[Opening RECORDS FOR THE EXERCISE section]

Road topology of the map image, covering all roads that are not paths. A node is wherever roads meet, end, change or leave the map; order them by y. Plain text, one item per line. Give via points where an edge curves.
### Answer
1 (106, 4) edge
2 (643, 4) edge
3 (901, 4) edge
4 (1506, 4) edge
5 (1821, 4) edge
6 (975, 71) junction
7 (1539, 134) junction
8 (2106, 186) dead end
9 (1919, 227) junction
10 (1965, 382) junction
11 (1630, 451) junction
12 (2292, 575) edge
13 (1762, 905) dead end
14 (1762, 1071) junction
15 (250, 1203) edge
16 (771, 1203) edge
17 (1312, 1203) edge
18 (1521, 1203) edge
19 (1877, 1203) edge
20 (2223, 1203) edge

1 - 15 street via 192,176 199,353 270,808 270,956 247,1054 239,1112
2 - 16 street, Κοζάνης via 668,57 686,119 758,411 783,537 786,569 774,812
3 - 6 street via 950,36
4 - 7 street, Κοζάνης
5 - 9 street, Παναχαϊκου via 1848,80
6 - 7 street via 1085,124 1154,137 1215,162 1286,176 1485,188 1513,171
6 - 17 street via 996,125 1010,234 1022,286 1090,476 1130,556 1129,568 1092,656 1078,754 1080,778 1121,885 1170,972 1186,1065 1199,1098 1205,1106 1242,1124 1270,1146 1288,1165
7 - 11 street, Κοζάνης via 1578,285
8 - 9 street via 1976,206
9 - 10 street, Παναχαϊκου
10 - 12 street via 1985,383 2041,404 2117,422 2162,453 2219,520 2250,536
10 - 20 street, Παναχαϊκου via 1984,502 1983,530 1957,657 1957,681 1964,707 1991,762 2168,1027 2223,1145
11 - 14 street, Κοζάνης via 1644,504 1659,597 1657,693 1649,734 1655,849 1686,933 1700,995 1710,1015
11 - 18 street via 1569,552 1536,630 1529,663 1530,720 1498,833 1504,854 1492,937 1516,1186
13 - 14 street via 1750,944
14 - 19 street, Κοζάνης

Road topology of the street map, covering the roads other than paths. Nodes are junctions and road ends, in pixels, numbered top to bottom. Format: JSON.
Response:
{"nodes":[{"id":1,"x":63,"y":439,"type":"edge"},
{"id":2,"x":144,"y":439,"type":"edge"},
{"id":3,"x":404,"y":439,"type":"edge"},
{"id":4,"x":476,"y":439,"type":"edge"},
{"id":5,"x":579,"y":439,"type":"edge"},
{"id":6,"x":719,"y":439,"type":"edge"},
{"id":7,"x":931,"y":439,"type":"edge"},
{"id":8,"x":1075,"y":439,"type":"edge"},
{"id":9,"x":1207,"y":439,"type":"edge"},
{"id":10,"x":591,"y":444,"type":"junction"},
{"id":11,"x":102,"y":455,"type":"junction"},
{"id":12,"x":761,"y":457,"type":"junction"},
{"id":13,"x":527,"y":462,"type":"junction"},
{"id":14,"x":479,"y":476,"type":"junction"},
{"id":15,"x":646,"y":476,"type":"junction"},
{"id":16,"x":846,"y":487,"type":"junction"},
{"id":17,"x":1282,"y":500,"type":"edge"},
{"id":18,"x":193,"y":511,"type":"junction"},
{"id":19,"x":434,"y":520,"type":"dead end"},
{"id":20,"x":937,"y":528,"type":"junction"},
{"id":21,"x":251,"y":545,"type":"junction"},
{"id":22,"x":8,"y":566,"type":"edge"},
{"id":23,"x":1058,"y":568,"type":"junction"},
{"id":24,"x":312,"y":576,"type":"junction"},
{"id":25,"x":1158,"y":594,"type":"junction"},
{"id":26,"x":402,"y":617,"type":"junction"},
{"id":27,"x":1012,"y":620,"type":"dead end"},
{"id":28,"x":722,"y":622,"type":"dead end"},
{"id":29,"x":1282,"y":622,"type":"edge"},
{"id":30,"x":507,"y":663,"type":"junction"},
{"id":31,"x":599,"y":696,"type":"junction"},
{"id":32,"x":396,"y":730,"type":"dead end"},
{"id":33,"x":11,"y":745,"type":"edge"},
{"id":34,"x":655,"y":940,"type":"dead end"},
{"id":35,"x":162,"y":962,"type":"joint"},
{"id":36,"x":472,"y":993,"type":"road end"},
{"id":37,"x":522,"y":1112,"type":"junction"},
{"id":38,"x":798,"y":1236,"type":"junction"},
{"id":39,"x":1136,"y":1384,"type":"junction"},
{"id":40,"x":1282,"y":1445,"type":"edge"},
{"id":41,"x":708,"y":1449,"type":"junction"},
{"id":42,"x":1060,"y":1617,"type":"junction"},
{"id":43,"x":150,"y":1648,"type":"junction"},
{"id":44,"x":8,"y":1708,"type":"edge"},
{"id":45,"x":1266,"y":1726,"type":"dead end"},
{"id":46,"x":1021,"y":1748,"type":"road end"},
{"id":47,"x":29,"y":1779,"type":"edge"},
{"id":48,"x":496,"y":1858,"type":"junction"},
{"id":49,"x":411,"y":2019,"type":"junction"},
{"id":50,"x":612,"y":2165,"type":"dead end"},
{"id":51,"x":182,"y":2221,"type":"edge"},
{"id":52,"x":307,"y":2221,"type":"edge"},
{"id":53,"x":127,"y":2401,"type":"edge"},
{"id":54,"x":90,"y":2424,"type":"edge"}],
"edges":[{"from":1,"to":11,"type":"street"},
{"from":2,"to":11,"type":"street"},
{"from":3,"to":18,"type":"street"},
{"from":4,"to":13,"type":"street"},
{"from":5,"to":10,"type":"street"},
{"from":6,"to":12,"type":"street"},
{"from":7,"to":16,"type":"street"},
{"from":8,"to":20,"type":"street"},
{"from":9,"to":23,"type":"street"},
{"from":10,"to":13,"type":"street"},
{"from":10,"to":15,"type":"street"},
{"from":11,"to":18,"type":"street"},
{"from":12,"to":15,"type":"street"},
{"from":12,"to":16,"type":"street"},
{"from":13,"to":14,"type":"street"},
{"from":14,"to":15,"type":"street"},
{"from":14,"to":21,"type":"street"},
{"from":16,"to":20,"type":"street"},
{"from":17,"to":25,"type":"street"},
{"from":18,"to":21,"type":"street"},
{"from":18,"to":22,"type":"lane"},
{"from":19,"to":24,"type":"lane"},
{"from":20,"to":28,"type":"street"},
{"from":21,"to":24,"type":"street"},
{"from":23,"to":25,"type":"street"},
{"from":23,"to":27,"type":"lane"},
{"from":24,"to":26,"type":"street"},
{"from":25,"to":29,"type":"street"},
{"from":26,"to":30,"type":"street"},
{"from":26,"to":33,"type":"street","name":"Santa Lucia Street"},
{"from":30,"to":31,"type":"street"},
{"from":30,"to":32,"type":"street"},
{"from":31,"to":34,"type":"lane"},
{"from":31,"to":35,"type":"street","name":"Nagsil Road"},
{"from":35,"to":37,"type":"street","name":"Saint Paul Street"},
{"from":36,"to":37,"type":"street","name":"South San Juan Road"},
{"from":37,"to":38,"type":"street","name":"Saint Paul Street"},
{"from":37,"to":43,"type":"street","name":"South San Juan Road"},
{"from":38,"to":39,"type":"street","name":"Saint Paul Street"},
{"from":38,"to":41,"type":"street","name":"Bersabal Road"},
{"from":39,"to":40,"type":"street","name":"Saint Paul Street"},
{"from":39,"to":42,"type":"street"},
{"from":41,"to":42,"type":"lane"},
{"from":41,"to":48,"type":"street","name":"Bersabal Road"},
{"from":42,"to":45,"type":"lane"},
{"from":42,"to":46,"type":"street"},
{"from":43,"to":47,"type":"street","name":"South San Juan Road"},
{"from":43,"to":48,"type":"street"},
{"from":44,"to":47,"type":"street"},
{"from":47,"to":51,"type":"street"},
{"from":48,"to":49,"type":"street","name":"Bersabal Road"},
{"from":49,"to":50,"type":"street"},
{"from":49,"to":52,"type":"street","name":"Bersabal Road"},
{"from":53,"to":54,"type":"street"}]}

[Closing RECORDS FOR THE EXERCISE section]

- [WHAT YOU SHOULD DO]:
Only the lines from the beginning of the material through the line with "Road topology of the street" should appear in the answer, each copied exactly.

- [WRITTEN RESPONSE]:
Road topology of the map image, covering all roads that are not paths. A node is wherever roads meet, end, change or leave the map; order them by y. Plain text, one item per line. Give via points where an edge curves.
### Answer
1 (106, 4) edge
2 (643, 4) edge
3 (901, 4) edge
4 (1506, 4) edge
5 (1821, 4) edge
6 (975, 71) junction
7 (1539, 134) junction
8 (2106, 186) dead end
9 (1919, 227) junction
10 (1965, 382) junction
11 (1630, 451) junction
12 (2292, 575) edge
13 (1762, 905) dead end
14 (1762, 1071) junction
15 (250, 1203) edge
16 (771, 1203) edge
17 (1312, 1203) edge
18 (1521, 1203) edge
19 (1877, 1203) edge
20 (2223, 1203) edge

1 - 15 street via 192,176 199,353 270,808 270,956 247,1054 239,1112
2 - 16 street, Κοζάνης via 668,57 686,119 758,411 783,537 786,569 774,812
3 - 6 street via 950,36
4 - 7 street, Κοζάνης
5 - 9 street, Παναχαϊκου via 1848,80
6 - 7 street via 1085,124 1154,137 1215,162 1286,176 1485,188 1513,171
6 - 17 street via 996,125 1010,234 1022,286 1090,476 1130,556 1129,568 1092,656 1078,754 1080,778 1121,885 1170,972 1186,1065 1199,1098 1205,1106 1242,1124 1270,1146 1288,1165
7 - 11 street, Κοζάνης via 1578,285
8 - 9 street via 1976,206
9 - 10 street, Παναχαϊκου
10 - 12 street via 1985,383 2041,404 2117,422 2162,453 2219,520 2250,536
10 - 20 street, Παναχαϊκου via 1984,502 1983,530 1957,657 1957,681 1964,707 1991,762 2168,1027 2223,1145
11 - 14 street, Κοζάνης via 1644,504 1659,597 1657,693 1649,734 1655,849 1686,933 1700,995 1710,1015
11 - 18 street via 1569,552 1536,630 1529,663 1530,720 1498,833 1504,854 1492,937 1516,1186
13 - 14 street via 1750,944
14 - 19 street, Κοζάνης

Road topology of the street map, covering the roads other than paths. Nodes are junctions and road ends, in pixels, numbered top to bottom. Format: JSON.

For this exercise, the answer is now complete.